Goodman Gallery is pleased to present ‘Epigraph’, a group exhibition highlighting artists whose work traces the boundaries between what has been and what might yet come into being. The exhibition features emerging talent, artists new to the gallery programme and established names, enabling a cross generational engagement with memory, material and myth.
Pamela Phatsimo Sunstrum, William Kentridge, and Maxwell Alexandre approach narrative as a space of transformation, reimagining how stories might hold multiplicity and motion. For more than two decades, Sunstrum has developed a visual mythology populated by recurring figures who traverse overlapping geographies, temporalities, and philosophies. Her central protagonist, a chimerical traveller, embodies hybridity and becoming. The work inquires as to what might emerge when history is recast through imagination, proposing the act of storytelling as a radical gesture of resistance. Kentridge’s practice echoes this restlessness of form and thought. His drawings are built through acts of erasure and revision, allowing process itself to become the subject. The marks he leaves behind – traces of removal, redrawing, and hesitation – constitute a visual record of thinking. Alexandre extends this sense of motion into a collective register. His paintings of Rio de Janeiro’s social and spiritual life transform the figure into a vessel of community, rhythm, and affirmation. Together, Sunstrum, Kentridge, and Alexandre approach narrative not as resolution but as continuum, each locating the possibility of reworlding within the fluidity of becoming.
Clive van den Berg, Laura Lima, and Yinka Shonibare work through surface and atmosphere to reveal how histories are held in light, texture, and form. Van den Berg’s paintings dissolve landscape into air, transforming colour and gesture into carriers of memory. Lima extends this into sculptural form. Her wall-mounted work, drawn from the Brazilian folklore of Matinta Pereira, hover between object and apparition, woven and knotted into quiet, organic rhythms. Shonibare introduces theatre and critique into this dialogue. His Hybrid Sculpture (Satyr on Stilts) reimagines a classical figure through the prism of cultural hybridity, its batik-painted body poised in precarious balance. The work captures both the grace and instability of identity shaped through exchange and inheritance. Alongside it, his quilt Nature Works (Copper and Cobalt Mine, DRC) transforms the landscape genre into a meditation on extraction and consequence. In dialogue, these artists turn surface into a threshold, a site where beauty and vulnerability coexist, and where material becomes an archive of emotional and historical tension.

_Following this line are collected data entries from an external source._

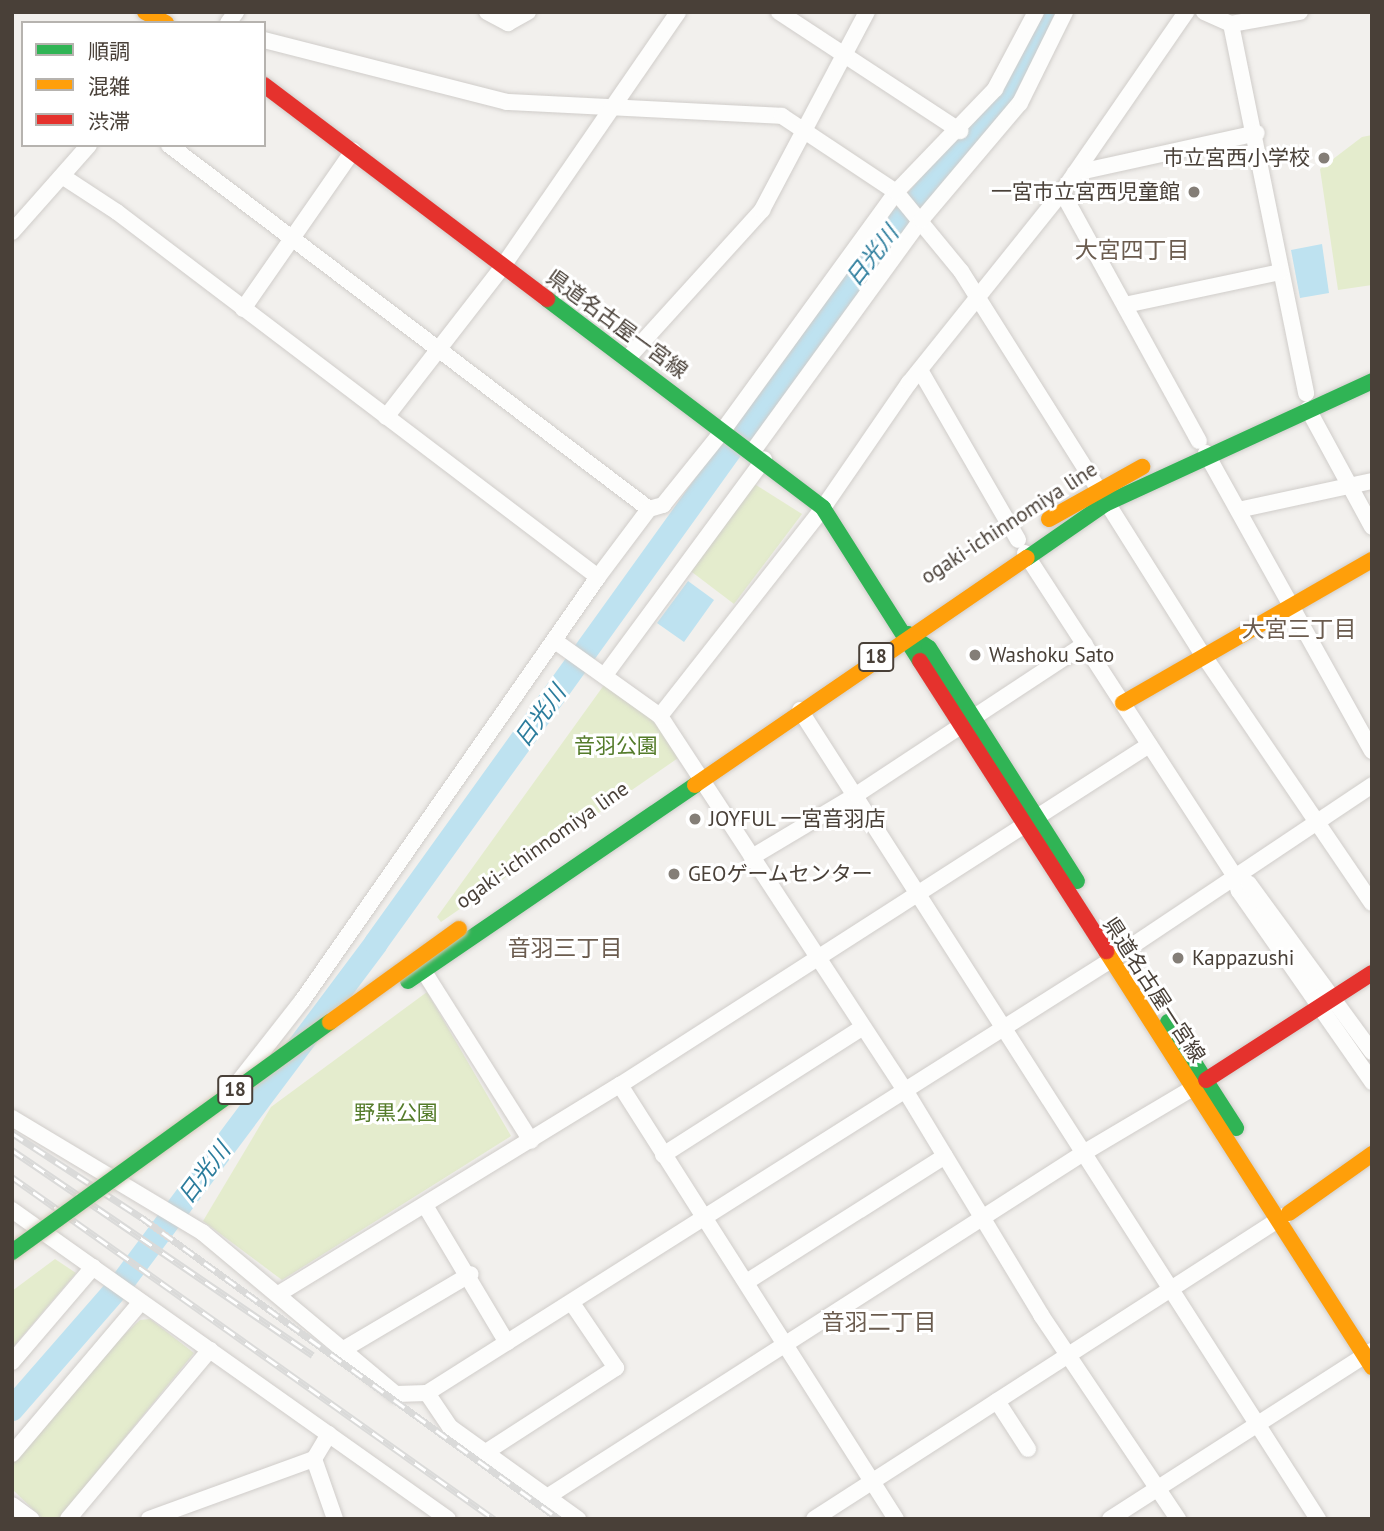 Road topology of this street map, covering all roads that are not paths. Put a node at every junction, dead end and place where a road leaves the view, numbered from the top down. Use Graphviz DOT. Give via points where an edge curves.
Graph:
graph roads {
  1 [pos="145,12"];
  2 [pos="487,12"];
  3 [pos="528,12"];
  4 [pos="678,12"];
  5 [pos="779,12"];
  6 [pos="867,12"];
  7 [pos="1037,12"];
  8 [pos="1065,12"];
  9 [pos="1186,12"];
  10 [pos="1204,12"];
  11 [pos="1300,12"];
  12 [pos="162,21"];
  13 [pos="1231,24"];
  14 [pos="266,41"];
  15 [pos="844,57"];
  16 [pos="266,86"];
  17 [pos="612,105"];
  18 [pos="804,126"];
  19 [pos="960,131"];
  20 [pos="1257,132"];
  21 [pos="87,147"];
  22 [pos="172,147"];
  23 [pos="354,151"];
  24 [pos="1075,173"];
  25 [pos="62,176"];
  26 [pos="1062,192"];
  27 [pos="897,193"];
  28 [pos="918,217"];
  29 [pos="12,232"];
  30 [pos="290,237"];
  31 [pos="503,266"];
  32 [pos="1280,272"];
  33 [pos="979,302"];
  34 [pos="1125,305"];
  35 [pos="243,309"];
  36 [pos="438,352"];
  37 [pos="628,358"];
  38 [pos="1372,363"];
  39 [pos="920,370"];
  40 [pos="1372,381"];
  41 [pos="1307,401"];
  42 [pos="386,417"];
  43 [pos="725,430"];
  44 [pos="1202,447"];
  45 [pos="756,453"];
  46 [pos="1372,481"];
  47 [pos="1349,485"];
  48 [pos="1095,489"];
  49 [pos="1105,503"];
  50 [pos="823,508"];
  51 [pos="649,509"];
  52 [pos="1238,510"];
  53 [pos="1372,527"];
  54 [pos="1017,547"];
  55 [pos="1372,560"];
  56 [pos="598,577"];
  57 [pos="1289,603"];
  58 [pos="906,622"];
  59 [pos="555,641"];
  60 [pos="1084,644"];
  61 [pos="1202,653"];
  62 [pos="603,673"];
  63 [pos="1123,703"];
  64 [pos="800,710"];
  65 [pos="660,716"];
  66 [pos="975,717"];
  67 [pos="960,727"];
  68 [pos="1149,745"];
  69 [pos="1372,751"];
  70 [pos="697,770"];
  71 [pos="1372,785"];
  72 [pos="856,795"];
  73 [pos="1314,820"];
  74 [pos="1030,823"];
  75 [pos="752,857"];
  76 [pos="1234,875"];
  77 [pos="919,894"];
  78 [pos="1372,903"];
  79 [pos="1117,956"];
  80 [pos="819,957"];
  81 [pos="423,970"];
  82 [pos="1372,973"];
  83 [pos="1337,998"];
  84 [pos="1322,1007"];
  85 [pos="863,1027"];
  86 [pos="1002,1028"];
  87 [pos="1372,1052"];
  88 [pos="1372,1082"];
  89 [pos="1199,1084"];
  90 [pos="620,1085"];
  91 [pos="905,1090"];
  92 [pos="12,1118"];
  93 [pos="531,1141"];
  94 [pos="1085,1152"];
  95 [pos="1372,1154"];
  96 [pos="663,1156"];
  97 [pos="945,1156"];
  98 [pos="119,1184"];
  99 [pos="426,1207"];
  100 [pos="703,1216"];
  101 [pos="1284,1217"];
  102 [pos="16,1218"];
  103 [pos="981,1218"];
  104 [pos="12,1252"];
  105 [pos="12,1268"];
  106 [pos="95,1269"];
  107 [pos="471,1274"];
  108 [pos="748,1281"];
  109 [pos="1172,1286"];
  110 [pos="280,1293"];
  111 [pos="140,1301"];
  112 [pos="572,1303"];
  113 [pos="507,1343"];
  114 [pos="784,1344"];
  115 [pos="344,1349"];
  116 [pos="210,1350"];
  117 [pos="1370,1354"];
  118 [pos="1068,1355"];
  119 [pos="12,1363"];
  120 [pos="427,1393"];
  121 [pos="997,1401"];
  122 [pos="1258,1424"];
  123 [pos="329,1434"];
  124 [pos="1028,1449"];
  125 [pos="486,1452"];
  126 [pos="12,1454"];
  127 [pos="314,1459"];
  128 [pos="870,1482"];
  129 [pos="1158,1488"];
  130 [pos="547,1497"];
  131 [pos="12,1505"];
  132 [pos="31,1519"];
  133 [pos="68,1519"];
  134 [pos="149,1519"];
  135 [pos="335,1519"];
  136 [pos="448,1519"];
  137 [pos="578,1519"];
  138 [pos="814,1519"];
  139 [pos="896,1519"];
  140 [pos="1110,1519"];
  141 [pos="1178,1519"];
  142 [pos="1318,1519"];
  1 -- 12 [label="main road"];
  2 -- 3 [label="street" via="508,23"];
  4 -- 17 [label="street"];
  5 -- 15 [label="street"];
  6 -- 15 [label="street"];
  7 -- 19 [label="street" via="995,89"];
  8 -- 28 [label="street" via="1020,103"];
  9 -- 24 [label="street"];
  10 -- 13 [label="street"];
  11 -- 13 [label="street"];
  13 -- 20 [label="street"];
  14 -- 17 [label="street" via="508,102"];
  15 -- 18 [label="street"];
  15 -- 19 [label="street"];
  16 -- 23 [label="main road, 県道名古屋一宮線"];
  17 -- 18 [label="street" via="782,116"];
  17 -- 31 [label="street"];
  18 -- 27 [label="street"];
  18 -- 37 [label="street" via="762,210"];
  19 -- 27 [label="street"];
  20 -- 24 [label="street"];
  20 -- 32 [label="street"];
  21 -- 25 [label="street"];
  22 -- 30 [label="street"];
  23 -- 30 [label="street"];
  23 -- 31 [label="main road, 県道名古屋一宮線"];
  24 -- 26 [label="street"];
  25 -- 29 [label="street"];
  25 -- 35 [label="street"];
  26 -- 33 [label="street"];
  26 -- 34 [label="street"];
  27 -- 28 [label="street"];
  27 -- 43 [label="street"];
  28 -- 33 [label="street"];
  28 -- 45 [label="street"];
  30 -- 35 [label="street"];
  30 -- 36 [label="street"];
  31 -- 36 [label="street"];
  31 -- 37 [label="main road, 県道名古屋一宮線"];
  32 -- 34 [label="street"];
  32 -- 41 [label="street"];
  33 -- 39 [label="street"];
  33 -- 48 [label="street"];
  34 -- 44 [label="street"];
  35 -- 42 [label="street"];
  36 -- 42 [label="street"];
  36 -- 51 [label="street"];
  37 -- 43 [label="main road, 県道名古屋一宮線"];
  38 -- 41 [label="main road, ogaki-ichinnomiya line / 18"];
  39 -- 50 [label="street"];
  39 -- 54 [label="street"];
  40 -- 41 [label="main road, ogaki-ichinnomiya line / 18"];
  41 -- 44 [label="main road, ogaki-ichinnomiya line / 18"];
  41 -- 47 [label="street"];
  42 -- 56 [label="street"];
  43 -- 45 [label="main road, 県道名古屋一宮線"];
  43 -- 51 [label="street" via="663,505"];
  44 -- 48 [label="main road, ogaki-ichinnomiya line / 18"];
  44 -- 49 [label="main road, ogaki-ichinnomiya line / 18"];
  44 -- 52 [label="street"];
  45 -- 50 [label="main road, 県道名古屋一宮線"];
  45 -- 62 [label="street"];
  46 -- 47 [label="street"];
  47 -- 52 [label="street"];
  47 -- 53 [label="street"];
  48 -- 49 [label="street"];
  48 -- 54 [label="main road, ogaki-ichinnomiya line / 18"];
  49 -- 54 [label="main road, ogaki-ichinnomiya line / 18"];
  49 -- 61 [label="street"];
  50 -- 58 [label="main road, 県道名古屋一宮線"];
  50 -- 65 [label="street"];
  51 -- 56 [label="street"];
  52 -- 57 [label="street"];
  54 -- 58 [label="main road, ogaki-ichinnomiya line / 18"];
  54 -- 60 [label="street"];
  55 -- 57 [label="main road"];
  56 -- 59 [label="street"];
  57 -- 61 [label="main road"];
  57 -- 69 [label="street"];
  58 -- 64 [label="main road, ogaki-ichinnomiya line / 18"];
  58 -- 66 [label="main road, 県道名古屋一宮線"];
  58 -- 67 [label="main road, 県道名古屋一宮線" via="914,656"];
  58 -- 70 [label="main road, ogaki-ichinnomiya line / 18"];
  59 -- 62 [label="street"];
  59 -- 98 [label="street" via="222,1107"];
  60 -- 63 [label="street"];
  60 -- 66 [label="street"];
  61 -- 63 [label="main road"];
  61 -- 73 [label="street"];
  62 -- 65 [label="street"];
  63 -- 68 [label="street"];
  64 -- 70 [label="main road, ogaki-ichinnomiya line / 18"];
  64 -- 72 [label="street"];
  65 -- 70 [label="street"];
  66 -- 67 [label="street"];
  66 -- 74 [label="main road, 県道名古屋一宮線"];
  67 -- 72 [label="street"];
  67 -- 74 [label="main road, 県道名古屋一宮線"];
  68 -- 74 [label="street"];
  68 -- 76 [label="street"];
  70 -- 75 [label="street"];
  70 -- 81 [label="main road, ogaki-ichinnomiya line / 18"];
  70 -- 104 [label="main road, ogaki-ichinnomiya line / 18, bridge" via="459,929"];
  71 -- 73 [label="street"];
  72 -- 75 [label="street"];
  72 -- 77 [label="street"];
  73 -- 76 [label="street"];
  73 -- 78 [label="street"];
  74 -- 77 [label="street"];
  74 -- 79 [label="main road, 県道名古屋一宮線"];
  75 -- 80 [label="street"];
  76 -- 79 [label="street"];
  76 -- 83 [label="street" via="1249,884"];
  76 -- 84 [label="street" via="1238,891"];
  77 -- 80 [label="street"];
  77 -- 86 [label="street"];
  79 -- 86 [label="street"];
  79 -- 89 [label="main road, 県道名古屋一宮線"];
  80 -- 85 [label="street"];
  80 -- 90 [label="street"];
  81 -- 93 [label="street"];
  81 -- 105 [label="main road, ogaki-ichinnomiya line / 18"];
  82 -- 83 [label="main road"];
  83 -- 84 [label="main road"];
  83 -- 87 [label="street"];
  84 -- 88 [label="street"];
  84 -- 89 [label="main road"];
  85 -- 91 [label="street"];
  85 -- 96 [label="street"];
  86 -- 91 [label="street"];
  86 -- 94 [label="street"];
  89 -- 94 [label="street"];
  89 -- 101 [label="main road, 県道名古屋一宮線"];
  90 -- 93 [label="street"];
  90 -- 96 [label="street"];
  91 -- 97 [label="street"];
  91 -- 100 [label="street"];
  92 -- 98 [label="street"];
  93 -- 99 [label="street"];
  94 -- 103 [label="street"];
  94 -- 109 [label="street"];
  95 -- 101 [label="main road"];
  96 -- 100 [label="street"];
  97 -- 103 [label="street"];
  97 -- 108 [label="street"];
  98 -- 110 [label="street" via="202,1232"];
  99 -- 107 [label="street"];
  99 -- 110 [label="street"];
  100 -- 108 [label="street"];
  100 -- 112 [label="street"];
  101 -- 109 [label="street"];
  101 -- 117 [label="main road, 県道名古屋一宮線"];
  102 -- 106 [label="street"];
  103 -- 114 [label="street"];
  103 -- 118 [label="street"];
  106 -- 111 [label="street"];
  106 -- 119 [label="street"];
  107 -- 113 [label="street"];
  107 -- 115 [label="street"];
  108 -- 114 [label="street"];
  109 -- 118 [label="street"];
  109 -- 122 [label="street"];
  110 -- 115 [label="street"];
  111 -- 116 [label="street"];
  111 -- 126 [label="street"];
  112 -- 113 [label="street"];
  112 -- 125 [label="street" via="616,1368"];
  113 -- 120 [label="street"];
  114 -- 128 [label="street"];
  114 -- 130 [label="street"];
  115 -- 120 [label="street" via="396,1394"];
  116 -- 123 [label="street"];
  116 -- 133 [label="street"];
  117 -- 122 [label="street"];
  118 -- 121 [label="street"];
  118 -- 129 [label="street"];
  120 -- 125 [label="street" via="450,1427"];
  121 -- 124 [label="street"];
  121 -- 128 [label="street"];
  122 -- 129 [label="street"];
  122 -- 142 [label="street"];
  123 -- 127 [label="street"];
  123 -- 136 [label="street"];
  125 -- 130 [label="street"];
  127 -- 134 [label="street"];
  127 -- 135 [label="street"];
  128 -- 138 [label="street"];
  128 -- 139 [label="street"];
  129 -- 140 [label="street"];
  129 -- 141 [label="street"];
  130 -- 137 [label="street"];
  131 -- 132 [label="street"];
}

Kapwani Kiwanga and Unathi Mkonto ground these more ephemeral gestures in a language of structure and material. In Crockery, Kiwanga reinterprets the “Broken Dishes” quilt pattern once used on the Underground Railroad as a coded signal of safe passage. Composed of cotton treated with pigment and Atlantic saltwater, the work translates the ocean’s archive of forced migration into a tactile surface of endurance. The salt crystallises within the fabric, embodying the tension between rupture and resilience, abstraction and testimony. Through this quiet transformation, Kiwanga repositions craft as both knowledge and care. Mkonto’s minimalist constructions, assembled from industrial materials, echo this same impulse through architectural form. His structures balance precision and openness, suggesting spaces built not for habitation but for reflection. They propose architecture as an emotional act. Together, Kiwanga and Mkonto locate in material the possibility of repair, where form itself becomes an act of care and continuity.

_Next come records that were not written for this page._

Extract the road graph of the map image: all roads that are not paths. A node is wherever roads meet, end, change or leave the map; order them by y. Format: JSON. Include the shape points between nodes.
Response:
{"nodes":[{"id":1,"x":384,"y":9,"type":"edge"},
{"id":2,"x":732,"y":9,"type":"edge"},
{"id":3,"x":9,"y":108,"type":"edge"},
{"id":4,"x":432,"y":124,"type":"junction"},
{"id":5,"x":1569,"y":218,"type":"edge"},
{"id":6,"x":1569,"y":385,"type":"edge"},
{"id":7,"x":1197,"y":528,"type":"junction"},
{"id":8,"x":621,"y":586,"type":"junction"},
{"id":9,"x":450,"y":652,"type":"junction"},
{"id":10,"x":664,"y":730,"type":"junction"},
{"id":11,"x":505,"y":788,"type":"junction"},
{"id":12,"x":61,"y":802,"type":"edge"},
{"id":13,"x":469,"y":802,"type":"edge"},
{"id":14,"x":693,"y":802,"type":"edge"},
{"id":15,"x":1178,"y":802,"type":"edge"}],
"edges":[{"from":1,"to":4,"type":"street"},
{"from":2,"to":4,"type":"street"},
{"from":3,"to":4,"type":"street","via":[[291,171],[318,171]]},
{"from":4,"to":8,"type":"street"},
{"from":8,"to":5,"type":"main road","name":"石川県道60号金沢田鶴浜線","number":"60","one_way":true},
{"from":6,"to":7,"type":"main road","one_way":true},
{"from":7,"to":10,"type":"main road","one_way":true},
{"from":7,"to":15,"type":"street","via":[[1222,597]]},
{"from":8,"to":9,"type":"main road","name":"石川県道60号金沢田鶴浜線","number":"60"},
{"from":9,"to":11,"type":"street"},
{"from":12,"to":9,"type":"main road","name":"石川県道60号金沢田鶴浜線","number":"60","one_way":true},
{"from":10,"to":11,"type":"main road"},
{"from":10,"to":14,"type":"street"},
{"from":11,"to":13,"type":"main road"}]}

Across these practices, Epigraph unfolds as a meditation on inscription and transformation. Each artist marks the uncertain surface of the present, working within states of flux, emergence, and renewal. Their works remind us that instability is not a failure of form but a condition of possibility. The fragment, the trace, and the gesture each become sites of potential, a way to imagine what might exist beyond loss or enclosure. In the context of our own moment, marked by displacement, ecological fragility, and the search for belonging, Epigraph offers not conclusions but beginnings. The works gathered here remind us that what is partial can still be generative, and that thresholds and edges are where new thought and new worlds take shape. They are inscriptions written in air, cloth, pigment, and steel, reminders that from within fracture and uncertainty, something else is always already forming.




Goodman Gallery is an international contemporary art gallery with locations in Johannesburg, Cape Town and London. The gallery represents artists whose work confronts entrenched power structures and inspires social change.